Exercise description | The answer is the full set of records, given again exactly and without images.

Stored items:
╭──
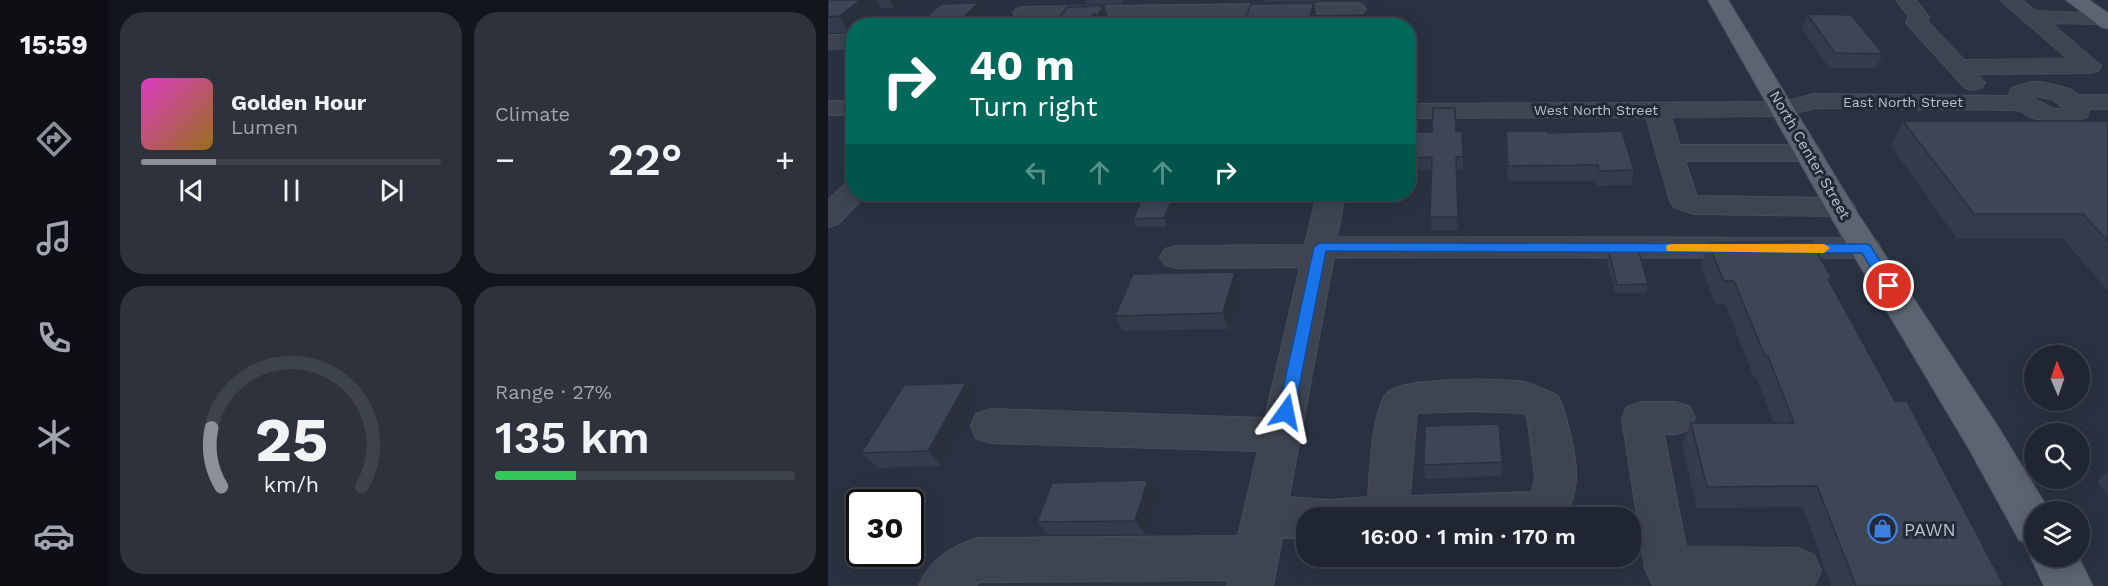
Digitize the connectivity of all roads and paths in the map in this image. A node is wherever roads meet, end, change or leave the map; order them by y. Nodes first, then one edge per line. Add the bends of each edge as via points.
1 (1718, 0) edge
2 (1906, 0) edge
3 (2010, 0) edge
4 (2077, 1) edge
5 (1357, 11) edge
6 (1024, 13) edge
7 (2106, 14) edge
8 (2031, 17) junction
9 (846, 41) edge
10 (828, 42) edge
11 (1957, 67) junction
12 (1990, 102) junction
13 (2108, 102) edge
14 (828, 108) edge
15 (846, 108) edge
16 (1784, 109) junction
17 (1656, 110) junction
18 (1416, 111) edge
19 (1668, 153) junction
20 (1809, 153) junction
21 (846, 199) edge
22 (1330, 201) edge
23 (1840, 207) junction
24 (828, 217) edge
25 (1866, 248) junction
26 (1319, 251) junction
27 (1176, 256) dead end
28 (1676, 418) dead end
29 (990, 426) dead end
30 (1281, 435) junction
31 (2024, 508) edge
32 (1387, 516) joint
33 (1296, 533) edge
34 (1257, 554) edge
35 (2059, 567) edge
36 (1798, 571) dead end
37 (1708, 578) edge
38 (942, 586) edge
39 (2070, 586) edge

1 - 16 main road, North Center Street
2 - 11 street via 1919,17 1916,22
3 - 8 street
4 - 7 main road
5 - 6 street
7 - 8 street
8 - 11 street via 2090,66
9 - 10 street
11 - 12 street
12 - 13 street, East North Street via 2023,103 2020,93 2031,89 2051,91 2074,102
12 - 16 street, East North Street via 1814,101
14 - 15 street
16 - 17 street, West North Street
16 - 20 main road, North Center Street
17 - 18 street, West North Street
17 - 19 street
19 - 20 street
19 - 23 street via 1684,201 1694,205
20 - 23 main road, North Center Street
21 - 24 street
22 - 26 street
23 - 25 main road, North Center Street
25 - 26 street
25 - 31 main road, North Center Street
26 - 27 street
26 - 30 street
28 - 37 street via 1641,418 1668,568
29 - 30 street
30 - 34 street
32 - 32 street via 1539,513 1551,503 1556,477 1545,407 1524,398 1473,396 1410,398 1401,404
33 - 34 street
34 - 38 street via 977,560 966,564
35 - 39 main road
36 - 37 street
╰──
Worked solution |
Digitize the connectivity of all roads and paths in the map in this image. A node is wherever roads meet, end, change or leave the map; order them by y. Nodes first, then one edge per line. Add the bends of each edge as via points.
1 (1718, 0) edge
2 (1906, 0) edge
3 (2010, 0) edge
4 (2077, 1) edge
5 (1357, 11) edge
6 (1024, 13) edge
7 (2106, 14) edge
8 (2031, 17) junction
9 (846, 41) edge
10 (828, 42) edge
11 (1957, 67) junction
12 (1990, 102) junction
13 (2108, 102) edge
14 (828, 108) edge
15 (846, 108) edge
16 (1784, 109) junction
17 (1656, 110) junction
18 (1416, 111) edge
19 (1668, 153) junction
20 (1809, 153) junction
21 (846, 199) edge
22 (1330, 201) edge
23 (1840, 207) junction
24 (828, 217) edge
25 (1866, 248) junction
26 (1319, 251) junction
27 (1176, 256) dead end
28 (1676, 418) dead end
29 (990, 426) dead end
30 (1281, 435) junction
31 (2024, 508) edge
32 (1387, 516) joint
33 (1296, 533) edge
34 (1257, 554) edge
35 (2059, 567) edge
36 (1798, 571) dead end
37 (1708, 578) edge
38 (942, 586) edge
39 (2070, 586) edge

1 - 16 main road, North Center Street
2 - 11 street via 1919,17 1916,22
3 - 8 street
4 - 7 main road
5 - 6 street
7 - 8 street
8 - 11 street via 2090,66
9 - 10 street
11 - 12 street
12 - 13 street, East North Street via 2023,103 2020,93 2031,89 2051,91 2074,102
12 - 16 street, East North Street via 1814,101
14 - 15 street
16 - 17 street, West North Street
16 - 20 main road, North Center Street
17 - 18 street, West North Street
17 - 19 street
19 - 20 street
19 - 23 street via 1684,201 1694,205
20 - 23 main road, North Center Street
21 - 24 street
22 - 26 street
23 - 25 main road, North Center Street
25 - 26 street
25 - 31 main road, North Center Street
26 - 27 street
26 - 30 street
28 - 37 street via 1641,418 1668,568
29 - 30 street
30 - 34 street
32 - 32 street via 1539,513 1551,503 1556,477 1545,407 1524,398 1473,396 1410,398 1401,404
33 - 34 street
34 - 38 street via 977,560 966,564
35 - 39 main road
36 - 37 street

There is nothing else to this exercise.